-- Work instructions --
Both the line with "g.strokeStyle = halo;" and the line with "[0,2165,793,2166,793,2382,0,2382]" in the records below must appear in the output, along with every line between them, exactly and with nothing added.

(Stored data entries)

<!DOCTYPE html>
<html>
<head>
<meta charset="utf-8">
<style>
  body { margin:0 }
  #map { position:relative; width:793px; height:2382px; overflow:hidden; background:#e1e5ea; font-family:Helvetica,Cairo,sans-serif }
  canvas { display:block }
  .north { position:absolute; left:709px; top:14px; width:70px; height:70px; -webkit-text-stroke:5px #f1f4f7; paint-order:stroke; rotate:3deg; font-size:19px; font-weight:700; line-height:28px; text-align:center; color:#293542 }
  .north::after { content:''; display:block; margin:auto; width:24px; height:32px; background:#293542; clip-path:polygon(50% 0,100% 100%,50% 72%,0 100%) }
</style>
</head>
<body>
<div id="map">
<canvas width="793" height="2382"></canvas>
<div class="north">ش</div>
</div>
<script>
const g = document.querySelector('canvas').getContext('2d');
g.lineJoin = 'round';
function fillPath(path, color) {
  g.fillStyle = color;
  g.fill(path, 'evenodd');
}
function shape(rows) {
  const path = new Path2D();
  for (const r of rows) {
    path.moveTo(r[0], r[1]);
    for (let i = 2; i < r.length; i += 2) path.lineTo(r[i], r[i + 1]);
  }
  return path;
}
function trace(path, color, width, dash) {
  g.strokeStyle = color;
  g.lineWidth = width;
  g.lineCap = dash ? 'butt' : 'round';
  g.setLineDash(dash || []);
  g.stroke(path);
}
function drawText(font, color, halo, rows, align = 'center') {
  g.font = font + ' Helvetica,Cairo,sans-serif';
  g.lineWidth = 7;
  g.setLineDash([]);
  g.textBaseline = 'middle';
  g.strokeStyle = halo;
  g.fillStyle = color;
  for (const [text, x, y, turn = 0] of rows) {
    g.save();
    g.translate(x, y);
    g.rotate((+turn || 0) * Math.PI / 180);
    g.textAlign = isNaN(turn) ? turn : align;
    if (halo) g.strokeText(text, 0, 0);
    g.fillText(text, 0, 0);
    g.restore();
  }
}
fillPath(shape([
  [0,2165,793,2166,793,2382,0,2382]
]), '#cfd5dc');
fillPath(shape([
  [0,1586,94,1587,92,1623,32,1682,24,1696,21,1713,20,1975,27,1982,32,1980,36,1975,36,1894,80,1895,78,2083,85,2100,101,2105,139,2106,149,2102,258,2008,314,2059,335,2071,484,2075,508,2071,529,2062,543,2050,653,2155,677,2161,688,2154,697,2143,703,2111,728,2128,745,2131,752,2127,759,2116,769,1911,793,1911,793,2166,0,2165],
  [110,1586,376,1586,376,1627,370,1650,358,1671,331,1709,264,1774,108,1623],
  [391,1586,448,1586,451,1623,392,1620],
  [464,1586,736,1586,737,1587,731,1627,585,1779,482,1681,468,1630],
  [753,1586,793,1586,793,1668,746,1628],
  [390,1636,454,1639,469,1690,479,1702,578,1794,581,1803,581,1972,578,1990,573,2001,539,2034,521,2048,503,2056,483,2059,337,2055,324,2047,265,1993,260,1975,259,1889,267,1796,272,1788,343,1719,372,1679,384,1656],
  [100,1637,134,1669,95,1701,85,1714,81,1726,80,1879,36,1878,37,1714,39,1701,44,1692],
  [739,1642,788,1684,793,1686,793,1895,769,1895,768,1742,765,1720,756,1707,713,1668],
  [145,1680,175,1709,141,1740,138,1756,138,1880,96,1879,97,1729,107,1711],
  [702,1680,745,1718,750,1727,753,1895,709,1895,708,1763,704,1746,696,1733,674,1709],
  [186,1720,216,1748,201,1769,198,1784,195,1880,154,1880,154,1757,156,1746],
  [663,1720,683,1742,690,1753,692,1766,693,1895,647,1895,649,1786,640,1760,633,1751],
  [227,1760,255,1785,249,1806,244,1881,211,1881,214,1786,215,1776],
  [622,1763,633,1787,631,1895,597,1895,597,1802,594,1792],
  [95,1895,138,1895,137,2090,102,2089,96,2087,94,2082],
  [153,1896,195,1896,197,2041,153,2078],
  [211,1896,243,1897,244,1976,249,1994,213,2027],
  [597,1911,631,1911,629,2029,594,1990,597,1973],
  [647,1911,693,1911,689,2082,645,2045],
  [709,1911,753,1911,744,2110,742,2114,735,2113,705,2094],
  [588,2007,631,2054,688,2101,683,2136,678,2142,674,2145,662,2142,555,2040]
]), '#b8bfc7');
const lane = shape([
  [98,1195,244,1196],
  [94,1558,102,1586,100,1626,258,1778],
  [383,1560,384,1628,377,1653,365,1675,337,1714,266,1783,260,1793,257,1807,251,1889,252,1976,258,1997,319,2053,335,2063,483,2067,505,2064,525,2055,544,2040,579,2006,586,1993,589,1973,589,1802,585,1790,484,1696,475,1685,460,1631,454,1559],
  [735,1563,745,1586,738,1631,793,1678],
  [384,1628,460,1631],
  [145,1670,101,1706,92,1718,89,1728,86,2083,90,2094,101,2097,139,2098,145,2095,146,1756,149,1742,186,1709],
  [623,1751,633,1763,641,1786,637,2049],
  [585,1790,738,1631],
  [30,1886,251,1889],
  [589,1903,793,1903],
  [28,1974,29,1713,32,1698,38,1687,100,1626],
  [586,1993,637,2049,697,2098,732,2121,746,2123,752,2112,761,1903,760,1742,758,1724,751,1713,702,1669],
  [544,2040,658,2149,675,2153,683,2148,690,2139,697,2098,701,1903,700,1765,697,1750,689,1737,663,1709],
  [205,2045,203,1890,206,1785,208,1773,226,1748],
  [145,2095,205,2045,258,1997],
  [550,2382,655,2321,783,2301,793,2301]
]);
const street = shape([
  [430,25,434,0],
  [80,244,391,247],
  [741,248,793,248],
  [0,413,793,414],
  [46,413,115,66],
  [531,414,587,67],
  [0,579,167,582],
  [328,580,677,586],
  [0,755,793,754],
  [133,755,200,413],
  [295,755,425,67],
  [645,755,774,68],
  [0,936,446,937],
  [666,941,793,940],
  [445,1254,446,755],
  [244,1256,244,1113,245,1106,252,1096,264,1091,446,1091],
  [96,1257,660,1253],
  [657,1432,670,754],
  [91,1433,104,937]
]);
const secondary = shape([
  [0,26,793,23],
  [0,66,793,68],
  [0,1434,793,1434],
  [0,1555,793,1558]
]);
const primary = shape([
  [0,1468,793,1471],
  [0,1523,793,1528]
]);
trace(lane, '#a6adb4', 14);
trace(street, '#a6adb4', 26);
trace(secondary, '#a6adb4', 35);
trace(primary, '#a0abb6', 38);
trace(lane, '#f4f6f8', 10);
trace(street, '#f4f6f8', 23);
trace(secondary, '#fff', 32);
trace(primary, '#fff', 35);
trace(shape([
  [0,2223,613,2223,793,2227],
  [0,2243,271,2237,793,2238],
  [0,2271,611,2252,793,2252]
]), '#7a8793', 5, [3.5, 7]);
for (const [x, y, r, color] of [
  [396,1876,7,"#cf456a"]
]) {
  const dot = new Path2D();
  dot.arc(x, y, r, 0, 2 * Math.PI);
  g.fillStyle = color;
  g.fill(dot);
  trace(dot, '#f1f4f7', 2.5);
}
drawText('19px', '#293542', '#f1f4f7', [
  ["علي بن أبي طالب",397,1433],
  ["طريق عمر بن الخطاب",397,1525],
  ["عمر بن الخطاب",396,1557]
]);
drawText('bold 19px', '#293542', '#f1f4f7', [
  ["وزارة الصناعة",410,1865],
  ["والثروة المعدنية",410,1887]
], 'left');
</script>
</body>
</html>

-- Response for this exercise --
  g.strokeStyle = halo;
  g.fillStyle = color;
  for (const [text, x, y, turn = 0] of rows) {
    g.save();
    g.translate(x, y);
    g.rotate((+turn || 0) * Math.PI / 180);
    g.textAlign = isNaN(turn) ? turn : align;
    if (halo) g.strokeText(text, 0, 0);
    g.fillText(text, 0, 0);
    g.restore();
  }
}
fillPath(shape([
  [0,2165,793,2166,793,2382,0,2382]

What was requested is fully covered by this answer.